Thursday, July 07, 2005

The lion is hungry

The zebra lies half-gutted under a stand of acacia trees. Two black-tipped brown points peek from the dry grass -- if she hadn't twitched her ears we'd never have known the mama lion was close by, lounging after having gorged herself on the entire inside of the zebra, plus the eyeballs. Twenty people crowd to one side of the bus, silent, cameras clicking -- and now, here come the cubs from the bush. Four four-month-old babies emerge with another female adult, walking slowly, passing Big Mama, who has rolled onto her back like a huge, sleepy pussycat.

The second female sits down astride the zebra and begins ripping into what's left of its insides -- and the hind leg. A hipbone emerges. She licks her lips with a twelve inch tongue. The largest cub has the gumption to join her while the other cubs do not, though they stand watching, drooling, wishing they could join the feast too but unwilling to take one step closer until told to do so.

Plotnik didn't know zebras have stripes on the inside too. He thinks, not for the first time, that he's happy his own pussycats back home weren't any larger than they were.

The lions are kings of the kingdom, but the giraffes are the cutest. An hour later the group is staring at a stand of elephants fifteen feet away, feeding on the leaves of a thornbush. A giraffe pokes its head up above the canopy. Crocs, hippos, rhinos, millions of antelope, two leopards stalking impalas -- this is the real stuff here.

The next day, on the bus back to Jo'burg, a student gets a text message from her boyfriend in London, telling her about suicide attacks. This is the real stuff too. No one on the bus says much. The Great Plotnik thinks: "At least the lion kills because it's hungry."

Sunday, July 03, 2005

Train to Jo'berg

The train arrives very slowly into Jo'burg. Much of the 27 hour journey from Cape Town is through desert and scrub country, ostriches running alongside the train. The dining room serves custardy babootie and rich malvo pudding.

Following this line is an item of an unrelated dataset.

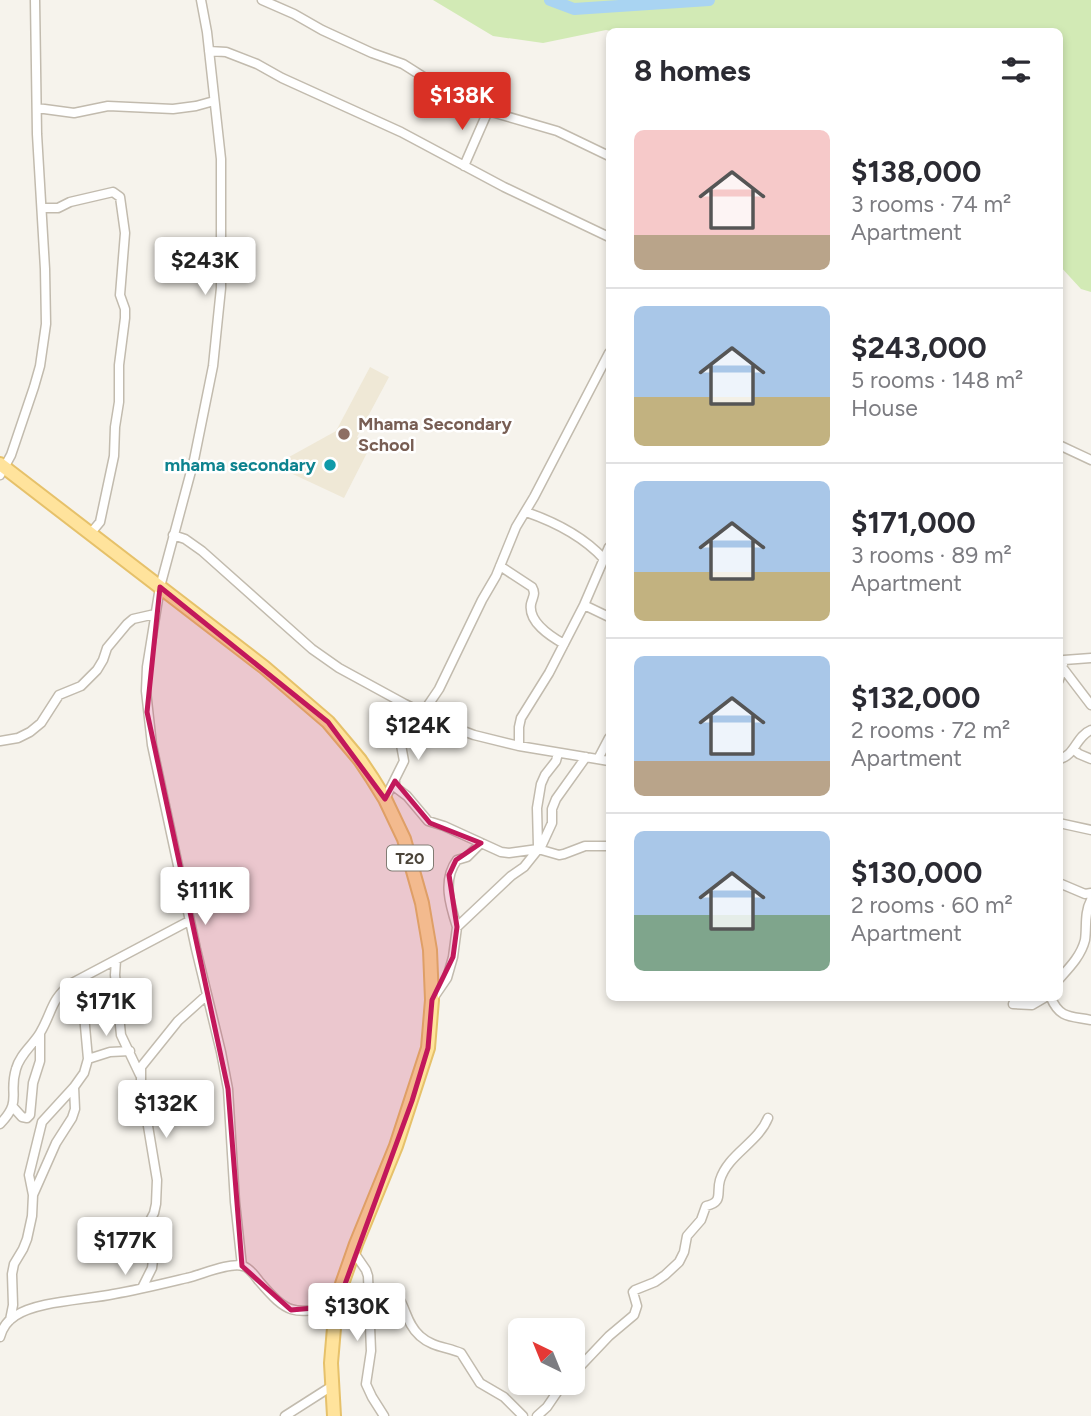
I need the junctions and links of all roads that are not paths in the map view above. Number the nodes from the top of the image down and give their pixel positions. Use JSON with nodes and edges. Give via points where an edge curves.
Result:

There's not a lot to look at outside. Arriving in the great city is a thirty minute pass through more garbage/litter along the train tracks than Plotnik has ever seen anywhere. A white South African school teacher talks about how the city has deteriorated since '94, but he punctuates it with his index finger touching his opposite wrist. After seeing him do this a few times, Plotnik realizes it is a signal about race -- the city has deteriorated, but not because of the speaker, and not because of Plotnik, but because of those whose wrists are a different color. Get it? There is so much that is convoluted here.

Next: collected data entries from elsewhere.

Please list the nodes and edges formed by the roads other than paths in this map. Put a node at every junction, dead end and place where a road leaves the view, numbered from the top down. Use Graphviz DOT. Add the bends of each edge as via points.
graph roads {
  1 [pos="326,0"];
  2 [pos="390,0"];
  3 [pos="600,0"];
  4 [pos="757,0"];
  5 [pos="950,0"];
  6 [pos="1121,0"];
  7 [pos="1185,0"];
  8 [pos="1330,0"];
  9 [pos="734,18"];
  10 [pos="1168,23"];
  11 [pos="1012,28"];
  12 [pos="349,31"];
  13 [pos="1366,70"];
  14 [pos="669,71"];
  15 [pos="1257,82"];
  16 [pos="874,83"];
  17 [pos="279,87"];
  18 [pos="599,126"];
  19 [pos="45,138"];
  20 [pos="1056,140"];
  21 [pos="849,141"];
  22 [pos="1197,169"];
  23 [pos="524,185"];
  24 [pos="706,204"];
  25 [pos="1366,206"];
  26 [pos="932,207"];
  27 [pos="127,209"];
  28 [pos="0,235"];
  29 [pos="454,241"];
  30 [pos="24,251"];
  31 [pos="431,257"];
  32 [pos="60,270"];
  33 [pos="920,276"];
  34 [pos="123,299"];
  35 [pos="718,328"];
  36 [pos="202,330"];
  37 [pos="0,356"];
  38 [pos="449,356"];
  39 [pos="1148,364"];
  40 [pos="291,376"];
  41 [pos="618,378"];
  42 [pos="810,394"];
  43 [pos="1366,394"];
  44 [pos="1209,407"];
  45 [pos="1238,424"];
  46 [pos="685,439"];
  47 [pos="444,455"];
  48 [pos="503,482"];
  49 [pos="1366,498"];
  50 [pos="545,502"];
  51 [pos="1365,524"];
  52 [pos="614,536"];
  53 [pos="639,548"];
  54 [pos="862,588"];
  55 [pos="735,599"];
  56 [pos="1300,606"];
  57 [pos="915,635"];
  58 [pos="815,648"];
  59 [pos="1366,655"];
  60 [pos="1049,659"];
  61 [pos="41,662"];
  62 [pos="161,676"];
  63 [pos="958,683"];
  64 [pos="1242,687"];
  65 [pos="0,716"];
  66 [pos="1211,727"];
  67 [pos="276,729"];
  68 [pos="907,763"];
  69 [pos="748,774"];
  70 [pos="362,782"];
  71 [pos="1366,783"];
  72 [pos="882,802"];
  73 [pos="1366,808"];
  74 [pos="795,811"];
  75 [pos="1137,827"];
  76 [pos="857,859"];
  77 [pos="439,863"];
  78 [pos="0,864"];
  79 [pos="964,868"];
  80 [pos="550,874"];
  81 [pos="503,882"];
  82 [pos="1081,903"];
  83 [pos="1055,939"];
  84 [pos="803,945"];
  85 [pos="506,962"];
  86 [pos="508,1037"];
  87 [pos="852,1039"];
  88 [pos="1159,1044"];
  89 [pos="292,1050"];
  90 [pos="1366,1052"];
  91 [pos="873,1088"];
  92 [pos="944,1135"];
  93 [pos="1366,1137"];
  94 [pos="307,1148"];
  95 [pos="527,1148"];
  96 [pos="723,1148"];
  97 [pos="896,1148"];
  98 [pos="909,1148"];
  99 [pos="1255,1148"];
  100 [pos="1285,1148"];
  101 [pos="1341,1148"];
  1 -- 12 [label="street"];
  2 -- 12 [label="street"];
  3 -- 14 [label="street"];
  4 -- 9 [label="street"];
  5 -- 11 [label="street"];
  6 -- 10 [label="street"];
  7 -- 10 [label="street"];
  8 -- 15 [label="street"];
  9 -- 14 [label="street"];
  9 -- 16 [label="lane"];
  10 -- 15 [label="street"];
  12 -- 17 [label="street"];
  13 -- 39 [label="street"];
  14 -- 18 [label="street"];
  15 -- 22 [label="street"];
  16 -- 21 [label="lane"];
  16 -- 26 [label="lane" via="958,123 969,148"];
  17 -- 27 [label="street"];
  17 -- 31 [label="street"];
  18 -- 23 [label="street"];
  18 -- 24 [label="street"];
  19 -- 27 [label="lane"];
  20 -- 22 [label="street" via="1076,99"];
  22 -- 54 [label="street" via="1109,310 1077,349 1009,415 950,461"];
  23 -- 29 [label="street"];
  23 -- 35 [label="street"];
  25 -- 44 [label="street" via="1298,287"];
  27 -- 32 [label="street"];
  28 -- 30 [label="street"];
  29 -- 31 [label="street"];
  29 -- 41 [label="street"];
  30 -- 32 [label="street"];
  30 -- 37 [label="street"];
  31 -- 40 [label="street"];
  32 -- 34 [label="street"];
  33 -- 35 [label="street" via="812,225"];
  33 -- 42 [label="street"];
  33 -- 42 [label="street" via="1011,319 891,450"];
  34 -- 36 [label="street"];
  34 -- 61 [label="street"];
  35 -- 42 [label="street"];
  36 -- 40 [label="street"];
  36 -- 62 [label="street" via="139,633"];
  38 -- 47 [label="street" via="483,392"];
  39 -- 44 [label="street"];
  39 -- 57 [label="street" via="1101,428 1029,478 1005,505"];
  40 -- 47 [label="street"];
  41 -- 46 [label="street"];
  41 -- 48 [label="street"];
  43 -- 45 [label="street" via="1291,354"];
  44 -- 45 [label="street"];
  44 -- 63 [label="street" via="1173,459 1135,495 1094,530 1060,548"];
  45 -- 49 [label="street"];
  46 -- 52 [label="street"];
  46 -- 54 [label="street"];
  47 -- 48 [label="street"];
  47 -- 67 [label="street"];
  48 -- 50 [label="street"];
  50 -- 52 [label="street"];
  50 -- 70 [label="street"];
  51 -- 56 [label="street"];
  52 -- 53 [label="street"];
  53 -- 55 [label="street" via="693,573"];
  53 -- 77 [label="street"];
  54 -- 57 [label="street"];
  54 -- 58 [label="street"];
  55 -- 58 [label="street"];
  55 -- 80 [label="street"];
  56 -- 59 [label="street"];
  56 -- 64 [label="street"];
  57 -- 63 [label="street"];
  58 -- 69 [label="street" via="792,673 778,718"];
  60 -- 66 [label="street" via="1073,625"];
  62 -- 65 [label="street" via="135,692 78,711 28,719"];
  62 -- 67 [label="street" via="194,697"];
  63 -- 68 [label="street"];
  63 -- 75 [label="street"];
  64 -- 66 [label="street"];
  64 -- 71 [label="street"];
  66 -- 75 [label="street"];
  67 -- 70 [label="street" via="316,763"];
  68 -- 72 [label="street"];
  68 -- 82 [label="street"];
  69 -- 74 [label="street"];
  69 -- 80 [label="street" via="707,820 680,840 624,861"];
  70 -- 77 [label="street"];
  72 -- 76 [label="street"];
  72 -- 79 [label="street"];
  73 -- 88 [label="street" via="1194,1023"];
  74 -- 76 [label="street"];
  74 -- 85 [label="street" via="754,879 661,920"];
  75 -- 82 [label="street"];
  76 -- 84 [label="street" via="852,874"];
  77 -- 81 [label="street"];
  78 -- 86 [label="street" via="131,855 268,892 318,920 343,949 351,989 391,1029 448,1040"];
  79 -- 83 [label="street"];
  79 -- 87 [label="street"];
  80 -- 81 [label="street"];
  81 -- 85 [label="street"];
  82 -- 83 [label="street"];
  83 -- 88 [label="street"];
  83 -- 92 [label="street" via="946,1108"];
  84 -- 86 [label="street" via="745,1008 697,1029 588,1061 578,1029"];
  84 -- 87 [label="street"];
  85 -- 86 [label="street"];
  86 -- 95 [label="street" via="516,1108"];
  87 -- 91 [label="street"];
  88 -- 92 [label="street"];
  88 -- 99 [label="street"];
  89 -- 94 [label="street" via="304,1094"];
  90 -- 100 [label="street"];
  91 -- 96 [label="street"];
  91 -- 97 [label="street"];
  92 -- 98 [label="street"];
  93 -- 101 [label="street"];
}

it's only two days since traveling to the Cape of Good Hope. Plotnik and Ducknik stood on the point where the oceans meet -- the warm Indian Ocean Current flows into the cold Atlantic Ocean current. Huge, rocky cliffs, blue-green water, baboons lurking across the road, great seabirds scooping fish from the sea. If there are more beautiful spots in the world, Plotnik is unable to say where.

Tomorrow it's on to see the African Big Five -- hopefully -- lion, leopard, water buffalo, rhino and elephant. Woo hoo hoo.

Friday, July 01, 2005

The Braai

The Great Plotnik stares at his overloaded plate. Friends who the Plotniks do not know have nonetheless invited all the Plotniks to their home for a braai. The way a braai works is: You drink copious amounts of delicious, laughingly inexpensive South African wine, and then you eat much much much meat, then more wine, then more more more meat.

The hostess apologizes for not serving more meats, but all she has to offer is lamb, beef, chicken, ostrich, tuna, lamb sausage, chicken sausage and ostrich sausage, to go with the egpplant stuffed with blue cheese, roasted peppers, roasted vegetables, and many additional bottles of wine.

Nobody uses napkins in this country. Once again, Plotnik realizes how addicted Americans are to paper products. No napkins, no paper towels, no tissues. Only v-e-r-y- thin toilet paper. At the braai Plotnik's hands are grubby with ostrich, lamb, beef, chicken and sausage, and he must keep excusing himself to go to the bathroom where he can rip off pieces of toilet paper to wipe his greasy mitts. The hostess asks if Plotnik is feeling all right? Oh yes, he says, hiding his hands but helping himself to more ostrich.